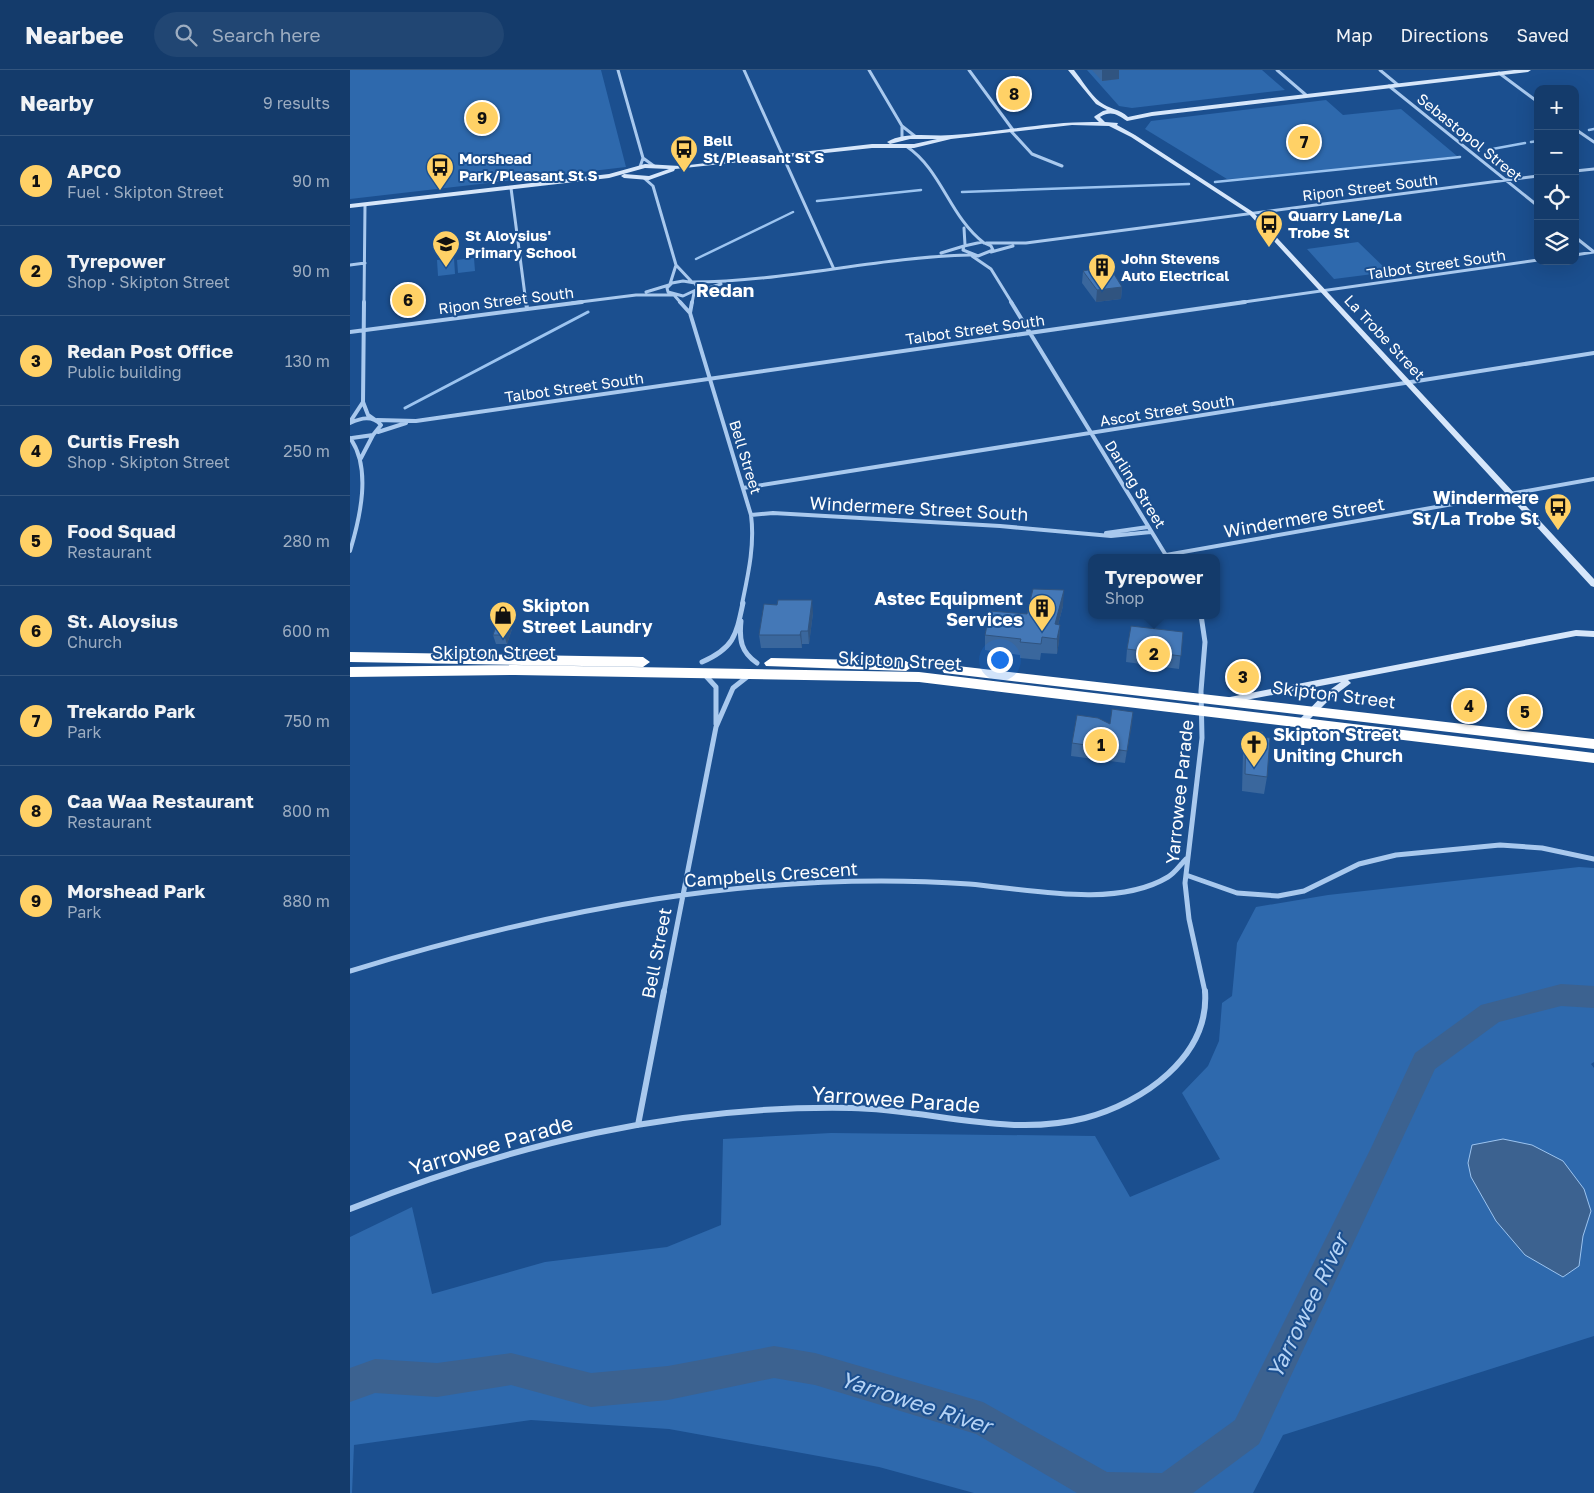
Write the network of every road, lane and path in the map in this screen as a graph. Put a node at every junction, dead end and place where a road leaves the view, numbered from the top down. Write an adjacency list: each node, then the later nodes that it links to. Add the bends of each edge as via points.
1 (618, 70): 35 (street)
2 (744, 70): 34 (street)
3 (869, 70): 23 (street)
4 (969, 70): 24 (street)
5 (1071, 70): 14 (main road)
6 (1277, 70): 12 (street)
7 (1380, 70): 10 (street)
8 (1528, 70): 9 (main road)
9 (1499, 73): 10 (main road); 13 (street)
10 (1398, 85): 11 (main road)
11 (1389, 86): 12 (main road); 45 (street, Sebastopol Street)
12 (1306, 95): 17 (main road)
13 (1534, 99)
14 (1098, 103): 15 (main road); 18 (main road)
15 (1114, 112): 16 (main road); 18 (main road)
16 (1121, 114): 17 (main road); 19 (main road, La Trobe Street)
17 (1152, 114): 19 (main road)
18 (1099, 115): 20 (main road); 21 (main road)
19 (1125, 121): 22 (main road); 26 (main road, La Trobe Street)
20 (1102, 122): 21 (main road); 22 (main road)
21 (1072, 123): 24 (main road)
22 (1110, 124): 26 (main road, La Trobe Street)
23 (902, 126): 27 (street); 29 (street)
24 (1012, 130): 28 (main road); 37 (street, via 1029,154)
25 (1578, 130): 30 (street)
26 (1133, 136): 51 (main road, La Trobe Street)
27 (917, 137): 28 (main road); 29 (main road); 33 (main road, via 923,140)
28 (951, 137): 33 (main road)
29 (901, 139): 31 (main road); 32 (main road, via 900,143)
30 (1594, 142)
31 (872, 146): 32 (main road); 34 (main road)
32 (906, 146): 33 (main road); 36 (street)
33 (921, 147): 36 (street)
34 (783, 156): 40 (main road); 66 (street)
35 (643, 158): 38 (street); 40 (street)
36 (922, 158): 52 (street)
37 (1062, 166)
38 (640, 167): 40 (main road); 42 (main road)
39 (1594, 168): 41 (street)
40 (658, 170): 44 (main road); 46 (street)
41 (1579, 170)
42 (634, 173): 44 (main road); 47 (main road)
43 (1534, 176): 45 (street, Ripon Street South)
44 (644, 178): 46 (street)
45 (1506, 180): 48 (street, Sebastopol Street); 51 (street, Ripon Street South)
46 (653, 186): 65 (street)
47 (511, 188): 49 (main road); 75 (street)
48 (1534, 203)
49 (365, 205): 50 (main road); 63 (street)
50 (350, 206)
51 (1251, 213): 55 (street, Ripon Street South); 71 (main road, La Trobe Street)
52 (964, 228): 54 (street); 56 (street)
53 (1579, 240): 57 (street)
54 (985, 243): 55 (street, Ripon Street South); 56 (street, Ripon Street South); 58 (street, via 992,247)
55 (1026, 243): 58 (street, Ripon Street South)
56 (965, 246): 60 (street, via 963,251); 61 (street)
57 (1594, 252): 59 (street)
58 (991, 253): 60 (street, Ripon Street South); 67 (street, Darling Street)
59 (1579, 254)
60 (971, 255): 61 (street); 67 (street, Darling Street)
61 (931, 256): 66 (street)
62 (1534, 261): 71 (street, Talbot Street South)
63 (365, 263): 64 (street); 77 (street)
64 (350, 265)
65 (676, 266): 68 (street); 70 (street)
66 (833, 268): 69 (street)
67 (991, 269): 79 (street, Darling Street)
68 (692, 282): 69 (street); 70 (street, Ripon Street South, via 680,281); 72 (street, via 698,286)
69 (729, 282): 72 (street)
70 (670, 285): 73 (street, Ripon Street South); 74 (street, via 667,290)
71 (1324, 291): 79 (street, Talbot Street South); 82 (main road, La Trobe Street)
72 (694, 292): 74 (street, Ripon Street South); 76 (street, Bell Street)
73 (636, 295): 74 (street, Ripon Street South); 75 (street, Ripon Street South)
74 (673, 295): 76 (street, Bell Street)
75 (527, 309): 77 (street, Ripon Street South)
76 (690, 313): 81 (street, Bell Street)
77 (364, 330): 78 (street, Ripon Street South); 83 (street)
78 (350, 332)
79 (1029, 333): 81 (street, Talbot Street South); 88 (street, Darling Street)
80 (1594, 354): 82 (street, Ascot Street South)
81 (709, 379): 85 (street, Talbot Street South); 92 (street, Bell Street)
82 (1409, 383): 88 (street, Ascot Street South); 93 (main road, La Trobe Street)
83 (363, 402): 84 (street, via 368,415); 86 (street)
84 (376, 420): 85 (street, Talbot Street South); 86 (street, Talbot Street South); 87 (street, via 381,425)
85 (416, 421): 87 (street, Talbot Street South)
86 (350, 422)
87 (376, 433): 89 (street, Talbot Street South); 90 (street)
88 (1090, 434): 92 (street, Ascot Street South); 95 (street, Darling Street)
89 (350, 438): 90 (street, via 356,444)
90 (361, 459): 98 (street, via 359,523)
91 (1594, 479): 93 (street, Windermere Street)
92 (743, 488): 94 (street, Bell Street)
93 (1510, 493): 100 (street, Windermere Street); 101 (main road, La Trobe Street)
94 (751, 516): 97 (street, Windermere Street South, via 776,513); 102 (street, Bell Street, via 753,538)
95 (1148, 527): 96 (street, Darling Street); 97 (street, Windermere Street South)
96 (1151, 532): 97 (street, Windermere Street South, via 1121,536); 99 (street, Darling Street)
97 (1085, 534)
98 (350, 551)
99 (1164, 554)
100 (1182, 554)
101 (1594, 584)
102 (741, 610): 108 (street, Bell Street, via 729,646); 109 (street, Bell Street, via 740,645)
103 (1202, 619): 112 (street, via 1205,640)
104 (1594, 625): 105 (main road)
105 (1576, 633): 106 (main road); 111 (main road)
106 (1594, 634)
107 (350, 657): 108 (highway, Skipton Street)
108 (702, 668): 109 (highway, Skipton Street); 110 (highway, Skipton Street); 117 (street, Bell Street, via 716,687)
109 (756, 668): 112 (highway, Skipton Street, via 922,667); 115 (highway, Skipton Street, via 919,677); 117 (street, Bell Street, via 734,686)
110 (350, 672)
111 (1368, 675): 113 (main road); 114 (main road, via 1332,690)
112 (1201, 697): 113 (highway, Skipton Street); 115 (street)
113 (1230, 700): 114 (highway, Skipton Street)
114 (1315, 710): 116 (main road); 118 (highway, Skipton Street)
115 (1203, 712): 116 (highway, Skipton Street); 120 (street, Yarrowee Parade)
116 (1301, 723): 119 (highway, Skipton Street)
117 (716, 727): 123 (street, Bell Street)
118 (1594, 744)
119 (1594, 758)
120 (1188, 854): 122 (street, Yarrowee Parade); 123 (street, Campbells Crescent, via 1181,866 1162,880 1142,889 1115,894 967,884 841,882)
121 (1594, 859): 122 (street, Yarrowee Parade, via 1542,848 1500,845 1396,855 1359,864 1304,891 1278,896 1238,893)
122 (1186, 875): 125 (street, Yarrowee Parade, via 1189,920 1205,984 1203,1020 1197,1037 1176,1065 1144,1092 1124,1103 1083,1118 1036,1124 889,1111 810,1108)
123 (682, 895): 124 (street, Campbells Crescent, via 508,927); 125 (street, Bell Street)
124 (350, 972)
125 (638, 1125): 126 (street, Yarrowee Parade, via 547,1144 450,1171)
126 (350, 1209)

Assignment: Search the listing above for the string "highway". Copy every line that contains it.

Answer area:
107 (350, 657): 108 (highway, Skipton Street)
108 (702, 668): 109 (highway, Skipton Street); 110 (highway, Skipton Street); 117 (street, Bell Street, via 716,687)
109 (756, 668): 112 (highway, Skipton Street, via 922,667); 115 (highway, Skipton Street, via 919,677); 117 (street, Bell Street, via 734,686)
112 (1201, 697): 113 (highway, Skipton Street); 115 (street)
113 (1230, 700): 114 (highway, Skipton Street)
114 (1315, 710): 116 (main road); 118 (highway, Skipton Street)
115 (1203, 712): 116 (highway, Skipton Street); 120 (street, Yarrowee Parade)
116 (1301, 723): 119 (highway, Skipton Street)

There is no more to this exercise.